Call of Duty MW3 pop up on Xbox.

What you need to know

  • Microsoft now owns Call of Duty, the world's most popular FPS franchise.

  • Call of Duty's next instalment, Modern Warfare 3, is set to launch this November.

  • Whether you're into Call of Duty or not, Microsoft has been sending our mass take-over ads on Xbox Series X|S consoles, to the surprise and annoyance of many.


Microsoft now owns Call of Duty, and they really want you to know it.

On November 11, 2023, the next installment of Call of Duty will arrive. The world's most popular first-person shooter franchise will launch Call of Duty: Modern Warfare 3 (MW3) for the second time, as a reimagining of the original MW3 from 2011. To say Call of Duty has been a bit thin in the innovation department is perhaps a bit of an understatement, but it remains one of the world's most popular and profitable video game franchises in history, generating billions in revenue even during its off years. One area the game seems to be capable of innovating in, however, is marketing, especially now that Microsoft is on board.

In what may be the first sign of Microsoft putting its mark on the popular franchise, players on Xbox Series X and Xbox Series S consoles were today greeted with this massive, take-over ads for Call of Duty: Modern Warfare 3 preorders when turning on their devices. Thankfully, it appears the ad only appears once and is easily dismissed, but I can't help but wonder if it'll pop-up again tomorrow once enough time has lapsed.

UPDATE: I just want to add, in our testing, we found that the pop-up does at least respect account age restrictions.

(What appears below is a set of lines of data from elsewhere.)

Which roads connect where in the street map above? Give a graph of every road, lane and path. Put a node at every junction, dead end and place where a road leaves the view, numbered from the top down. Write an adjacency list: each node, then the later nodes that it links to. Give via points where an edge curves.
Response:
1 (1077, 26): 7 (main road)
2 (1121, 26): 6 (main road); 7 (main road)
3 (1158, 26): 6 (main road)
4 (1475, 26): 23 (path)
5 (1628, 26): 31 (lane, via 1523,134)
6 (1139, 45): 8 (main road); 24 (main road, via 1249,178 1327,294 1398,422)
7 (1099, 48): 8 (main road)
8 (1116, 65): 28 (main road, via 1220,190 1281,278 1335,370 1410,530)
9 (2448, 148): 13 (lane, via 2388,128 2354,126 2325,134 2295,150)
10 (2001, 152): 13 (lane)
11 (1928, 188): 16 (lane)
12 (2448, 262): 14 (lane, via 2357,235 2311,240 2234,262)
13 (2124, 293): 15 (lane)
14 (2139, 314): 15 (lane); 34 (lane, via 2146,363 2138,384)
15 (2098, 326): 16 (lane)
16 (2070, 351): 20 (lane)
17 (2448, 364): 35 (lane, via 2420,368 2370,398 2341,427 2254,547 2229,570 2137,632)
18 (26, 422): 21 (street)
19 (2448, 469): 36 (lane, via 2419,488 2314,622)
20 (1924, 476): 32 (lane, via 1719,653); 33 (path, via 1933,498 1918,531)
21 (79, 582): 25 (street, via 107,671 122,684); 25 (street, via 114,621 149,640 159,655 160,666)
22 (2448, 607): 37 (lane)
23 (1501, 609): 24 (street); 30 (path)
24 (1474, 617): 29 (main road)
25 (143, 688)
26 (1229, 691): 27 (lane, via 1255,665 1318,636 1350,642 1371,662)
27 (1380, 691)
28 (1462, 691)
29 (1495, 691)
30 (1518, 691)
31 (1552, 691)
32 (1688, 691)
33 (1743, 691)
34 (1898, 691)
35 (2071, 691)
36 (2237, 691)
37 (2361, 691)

If your console automatically signs into an under-18 account, the Call of Duty: Modern Warfare 3 pop-up will not display.

Ads on the Xbox dashboard are often a bit of a sore point for Xbox fans. The Xbox dashboard does help subsidize the console platform, given that the hardware itself does not make money owing to wafer-thin margins. The business is not selling consoles, it's selling software and services — i.e. games and in-app purchases such as Call of Duty skins. Xbox fans argue that subscription fees paid such as Xbox Game Pass Core or Xbox Game Pass Ultimate should reduce or even totally remove ads on the dashboard, given that we're paying a fee to use the box already. Microsoft has released updates to the dashboard in recent months to reduce the prominence of ads on the dashboard, but this huge takeover piece for Call of Duty preorders feels a bit more intrusive than usual. It should be noted that this isn't the first time Microsoft has done this, but the frequency does seem to be increasing.

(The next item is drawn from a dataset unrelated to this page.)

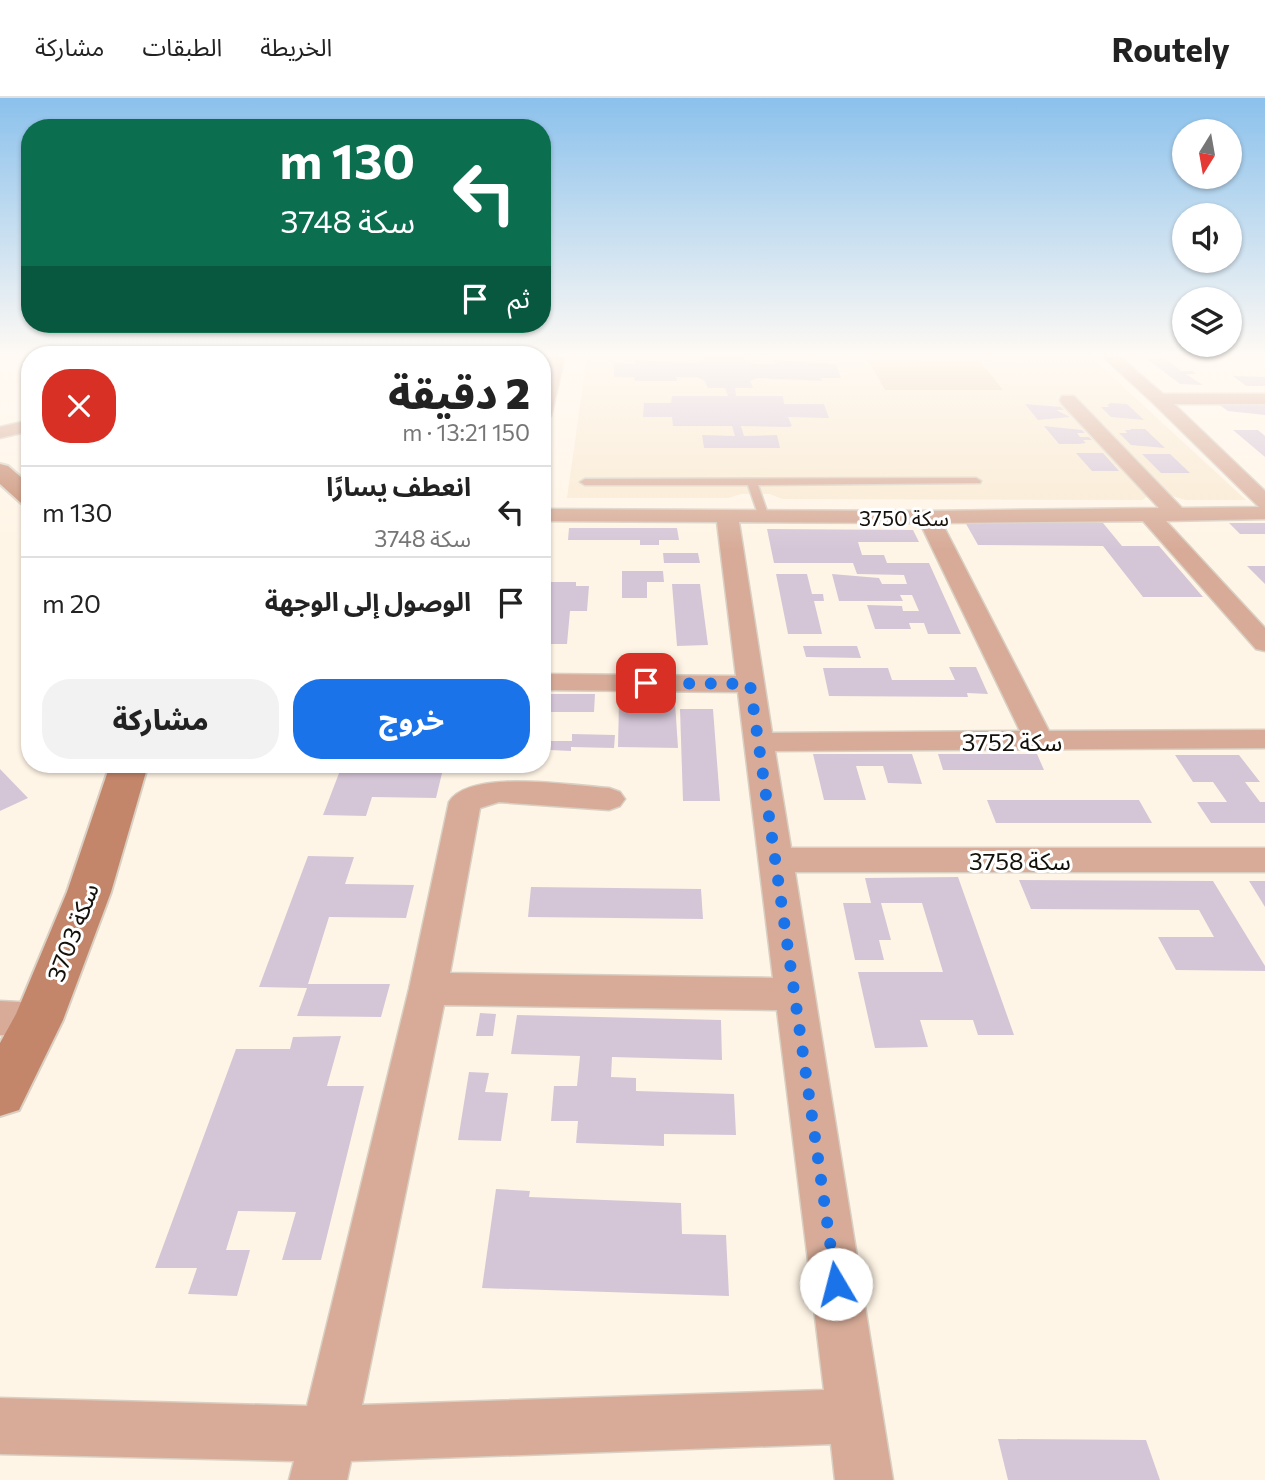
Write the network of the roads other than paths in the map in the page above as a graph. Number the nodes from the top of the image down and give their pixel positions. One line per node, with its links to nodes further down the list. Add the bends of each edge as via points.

What will Microsoft's Call of Duty look like?

Our Top Gaming Recommendations

- Best Xbox headsets to get in 2023
-
Best upcoming Xbox games
-
Best Xbox games of all time
-
Best PC games of all time
-
Best gaming laptops in 2023

It's perhaps ironic as I sit here writing this, fully aware that ads are appearing on this article. Our ads provider will probably even inject Call of Duty: Modern Warfare 3 ads on this article if we have a deal with them (if we do, I have no idea, since we aren't involved in how that is handled as editorial). The key difference of course, is that using this website is free. An Xbox Series X|S costs a bunch of money, and then you have subscription fees on top of that. So it's perhaps understandable that some users find this practice irritating, particularly if they were never interested in Call of Duty as a franchise, or even as part of its genre.

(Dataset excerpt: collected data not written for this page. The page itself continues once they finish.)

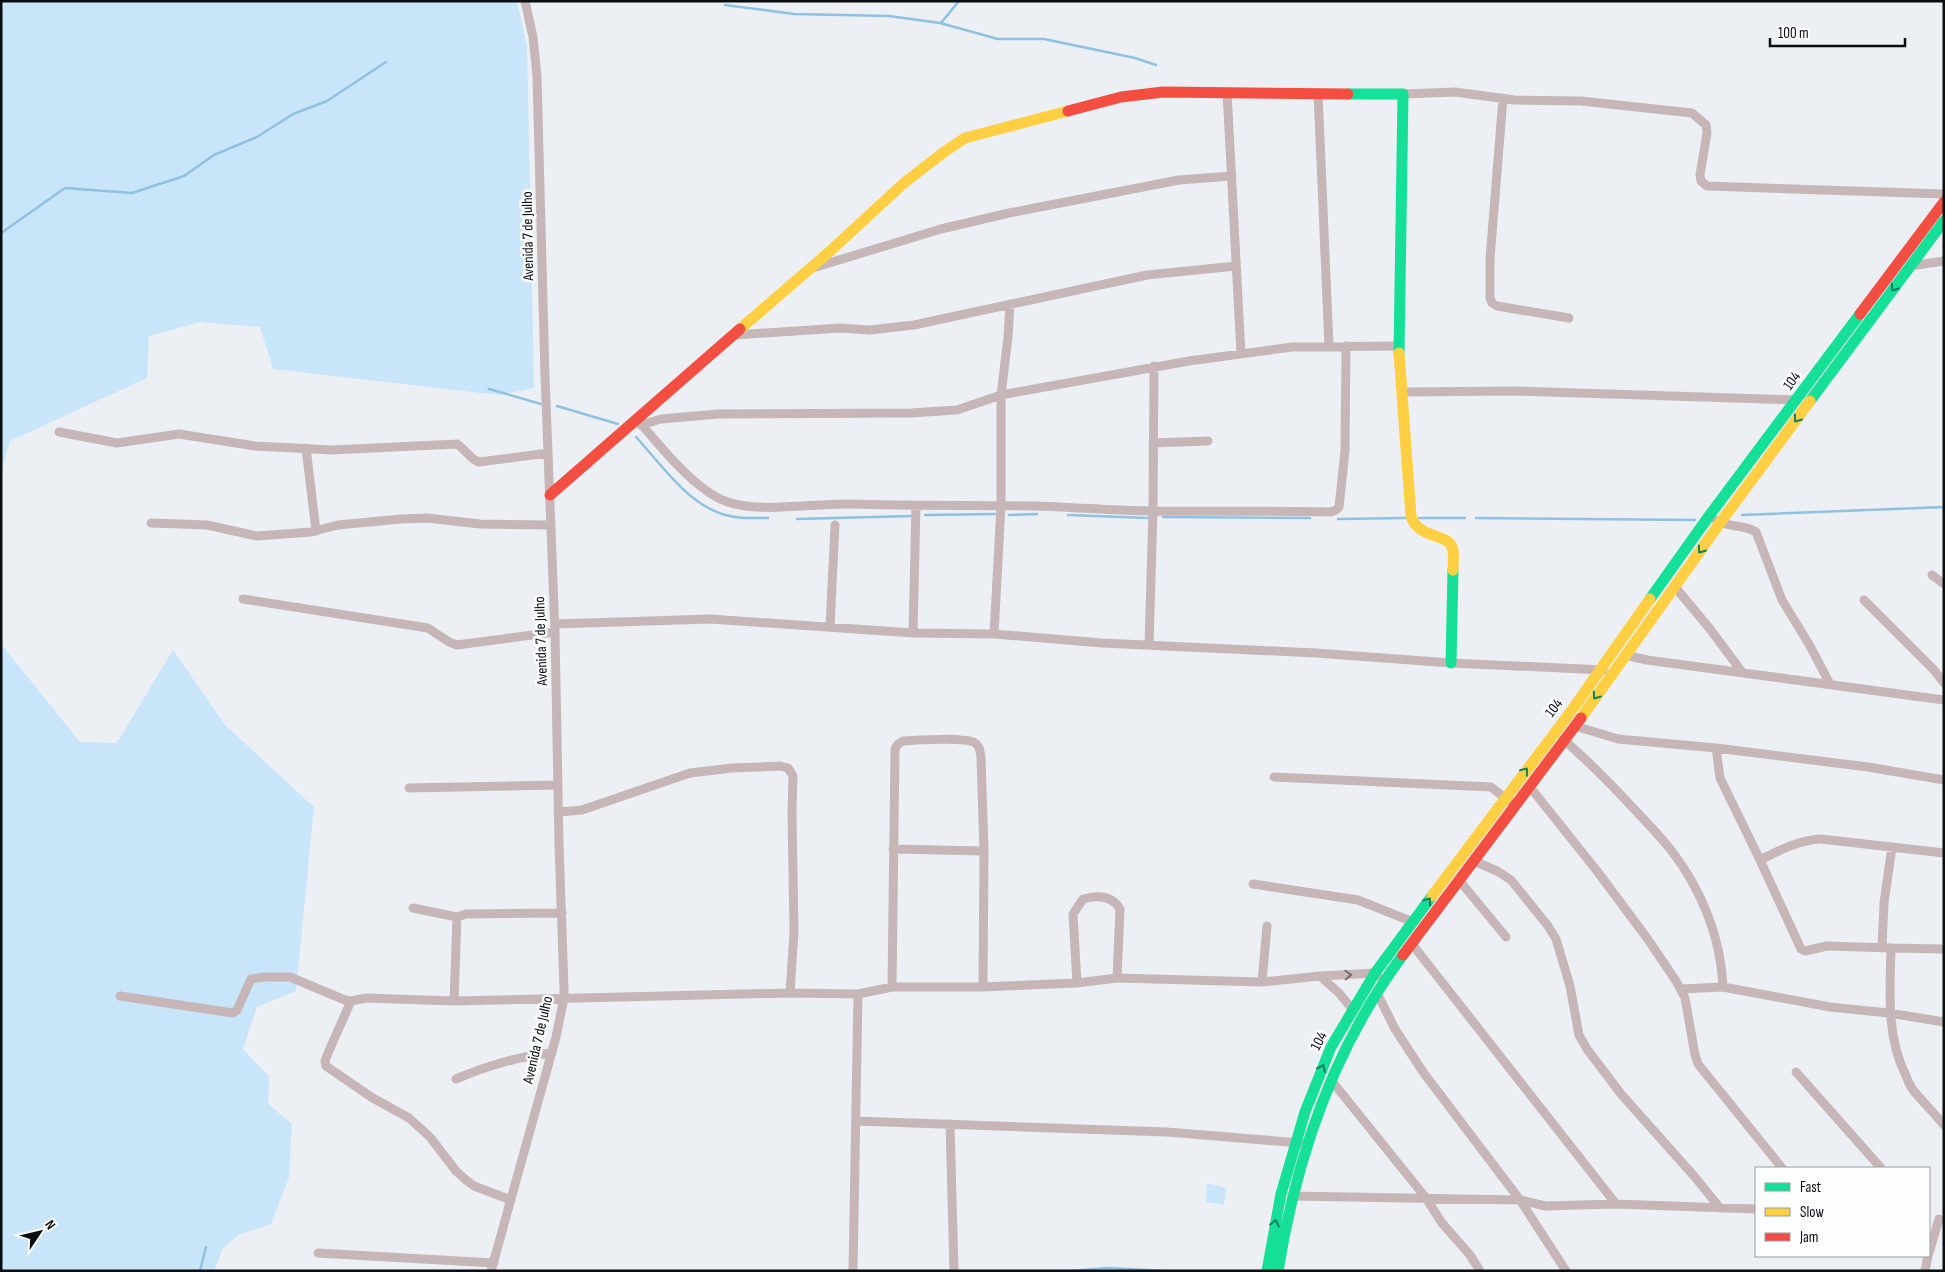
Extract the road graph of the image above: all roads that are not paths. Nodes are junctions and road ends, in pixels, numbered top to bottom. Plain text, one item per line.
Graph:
1 (525, 1) edge
2 (1226, 92) junction
3 (1318, 93) junction
4 (1403, 94) junction
5 (1503, 98) junction
6 (1232, 176) junction
7 (1944, 194) edge
8 (1944, 202) edge
9 (1944, 221) edge
10 (1944, 261) edge
11 (1236, 266) junction
12 (1910, 266) junction
13 (810, 269) junction
14 (1873, 296) junction
15 (1010, 304) junction
16 (1883, 304) junction
17 (1569, 318) dead end
18 (734, 335) junction
19 (1329, 346) junction
20 (1346, 346) junction
21 (1399, 346) junction
22 (1241, 354) junction
23 (1154, 366) junction
24 (1403, 392) junction
25 (1001, 395) junction
26 (1797, 400) junction
27 (639, 422) junction
28 (58, 432) dead end
29 (1208, 441) dead end
30 (1153, 443) junction
31 (306, 448) junction
32 (548, 454) junction
33 (550, 496) junction
34 (916, 506) junction
35 (1001, 506) junction
36 (1153, 511) junction
37 (1709, 516) junction
38 (151, 523) dead end
39 (1720, 524) junction
40 (551, 525) junction
41 (835, 525) dead end
42 (316, 531) junction
43 (1932, 575) dead end
44 (1944, 584) edge
45 (1675, 587) junction
46 (243, 599) dead end
47 (1864, 600) dead end
48 (830, 626) junction
49 (555, 628) junction
50 (913, 632) junction
51 (994, 634) junction
52 (1149, 645) junction
53 (1625, 655) junction
54 (1451, 663) junction
55 (1614, 669) junction
56 (1599, 670) junction
57 (1742, 672) junction
58 (1944, 683) edge
59 (1830, 684) junction
60 (1944, 700) edge
61 (1574, 726) junction
62 (1564, 740) junction
63 (1716, 748) junction
64 (1274, 777) dead end
65 (1944, 780) edge
66 (558, 785) junction
67 (1530, 787) junction
68 (409, 788) dead end
69 (1505, 797) junction
70 (1514, 806) junction
71 (558, 812) junction
72 (1892, 848) junction
73 (893, 850) junction
74 (984, 852) junction
75 (1944, 853) edge
76 (1760, 860) junction
77 (1474, 861) junction
78 (1459, 880) junction
79 (1253, 884) dead end
80 (413, 908) dead end
81 (562, 913) junction
82 (456, 917) junction
83 (1413, 922) junction
84 (1267, 926) dead end
85 (1506, 937) dead end
86 (1412, 944) junction
87 (1887, 948) junction
88 (1944, 949) edge
89 (1375, 974) junction
90 (1320, 976) junction
91 (1117, 978) junction
92 (1385, 981) junction
93 (1262, 982) junction
94 (1077, 983) junction
95 (892, 987) junction
96 (982, 987) junction
97 (1723, 987) junction
98 (1681, 989) junction
99 (790, 993) junction
100 (1378, 993) junction
101 (858, 994) junction
102 (120, 996) dead end
103 (564, 998) junction
104 (352, 1001) junction
105 (454, 1001) junction
106 (1353, 1010) junction
107 (1889, 1013) junction
108 (1944, 1022) edge
109 (552, 1053) junction
110 (1796, 1072) dead end
111 (456, 1079) dead end
112 (1332, 1080) junction
113 (857, 1121) junction
114 (950, 1124) junction
115 (1944, 1124) edge
116 (1302, 1143) junction
117 (1781, 1167) edge
118 (1880, 1167) edge
119 (1292, 1196) junction
120 (1426, 1198) junction
121 (511, 1200) junction
122 (1520, 1200) junction
123 (1616, 1204) junction
124 (1720, 1208) junction
125 (1755, 1209) edge
126 (1942, 1219) edge
127 (1930, 1250) edge
128 (318, 1253) dead end
129 (1928, 1257) edge
130 (492, 1267) edge
131 (854, 1271) edge
132 (954, 1271) edge
133 (1267, 1271) edge
134 (1278, 1271) edge
135 (1480, 1271) edge
136 (1566, 1271) edge
137 (1924, 1271) edge

1 - 32 street, Avenida 7 de Julho
2 - 3 street
2 - 6 street
2 - 13 street
3 - 4 street
3 - 19 street
4 - 5 street
4 - 21 street
5 - 7 street
5 - 17 street
6 - 11 street
6 - 13 street
8 - 14 street, 104
9 - 12 street
10 - 12 street
11 - 15 street
11 - 22 street
12 -> 16 street
13 - 18 street
14 - 16 street
14 - 26 street, 104
15 - 18 street
15 - 25 street
16 -> 39 street
18 - 27 street
19 - 20 street
19 - 22 street
20 - 21 street
20 - 36 street
21 - 24 street
22 - 23 street
23 - 25 street
23 - 30 street
24 - 26 street
24 - 54 street
25 - 27 street
25 - 35 street
26 - 37 street, 104
27 - 33 street
27 - 34 street
28 - 31 street
29 - 30 street
30 - 36 street
31 - 32 street
31 - 42 street
32 - 33 street, Avenida 7 de Julho
33 - 40 street, Avenida 7 de Julho
34 - 35 street
34 - 50 street
35 - 36 street
35 - 51 street
36 - 52 street
37 - 39 street
37 - 56 street, 104
38 - 42 street
39 -> 45 street
39 - 59 street
40 - 42 street
40 - 49 street, Avenida 7 de Julho
41 - 48 street
43 - 44 street
45 - 53 street
45 - 57 street
46 - 49 street
47 - 58 street
48 - 49 street
48 - 50 street
49 - 66 street, Avenida 7 de Julho
50 - 51 street
51 - 52 street
52 - 54 street
53 - 55 street
53 - 57 street
54 - 56 street
55 - 56 street
55 -> 61 street
69 -> 56 street, 104
57 - 59 street
59 - 60 street
61 - 62 street
61 - 63 street
62 - 67 street
62 - 97 street
63 - 65 street
63 - 76 street
64 - 69 street
66 - 68 street
66 - 71 street, Avenida 7 de Julho
67 - 70 street
67 - 98 street
69 - 70 street
83 -> 69 street, 104
70 - 77 street
71 - 81 street, Avenida 7 de Julho
71 - 99 street
72 - 75 street
72 - 76 street
72 - 87 street
73 - 74 street
73 - 74 street
73 - 95 street
74 - 96 street
76 - 87 street
77 - 78 street
77 - 124 street
78 - 85 street
78 - 86 street
79 - 83 street
80 - 82 street
81 - 82 street
81 - 103 street, Avenida 7 de Julho
82 - 105 street
83 - 89 street, 104
84 - 93 street
86 - 92 street
86 - 123 street
87 - 88 street
87 - 107 street
90 -> 89 street
89 - 92 street
89 - 106 street, 104
90 - 93 street
90 - 106 street
91 - 93 street
91 - 94 street
91 - 94 street
92 - 100 street
94 - 96 street
95 - 96 street
95 - 101 street
97 - 98 street
97 - 107 street
98 - 117 street
99 - 101 street
99 - 103 street
100 - 112 street
100 - 122 street
101 - 113 street
102 - 104 street
103 - 105 street
103 - 109 street, Avenida 7 de Julho
104 - 105 street
104 - 121 street
116 -> 106 street, 104
107 - 108 street
107 - 115 street
109 - 111 street
109 - 121 street, Avenida 7 de Julho
110 - 118 street
112 - 116 street
112 - 120 street
113 - 114 street
113 - 131 street
114 - 116 street
114 - 132 street
116 - 119 street
133 -> 116 street, 104
119 - 120 street
119 - 134 street
120 - 122 street
120 - 135 street
121 - 130 street, Avenida 7 de Julho
122 - 123 street
122 - 136 street
123 - 124 street
124 - 125 street
126 - 127 street
128 - 130 street
129 - 137 street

With Xbox now fully owning Call of Duty, the way the game is marketed and presented will doubtless change over time. The previous owner, Activision, had very different goals than Microsoft, and a very different set of shareholder expectations on top. Some have speculated that Call of Duty may lapse from being an annualized franchise under Microsoft, as Microsoft may have an incentive to give competing shooters on its platform some breathing space, while also giving Call of Duty's developers more time to cook. Others wonder how Call of Duty will be marketed, and potentially co-branded with Xbox, when the marketing deal with PlayStation lapses in the coming years.

Whatever happens to Call of Duty in the coming years is anyone's guess, but on topic — I can't help but hope these kinds of massive take-over ads do not become the norm on Xbox. Today it's a random occasional pop-up for Call of Duty or Starfield, tomorrow, it's a daily pop-up for McDonalds or Starbucks or whatever else. Slippery slopes sure are slippery.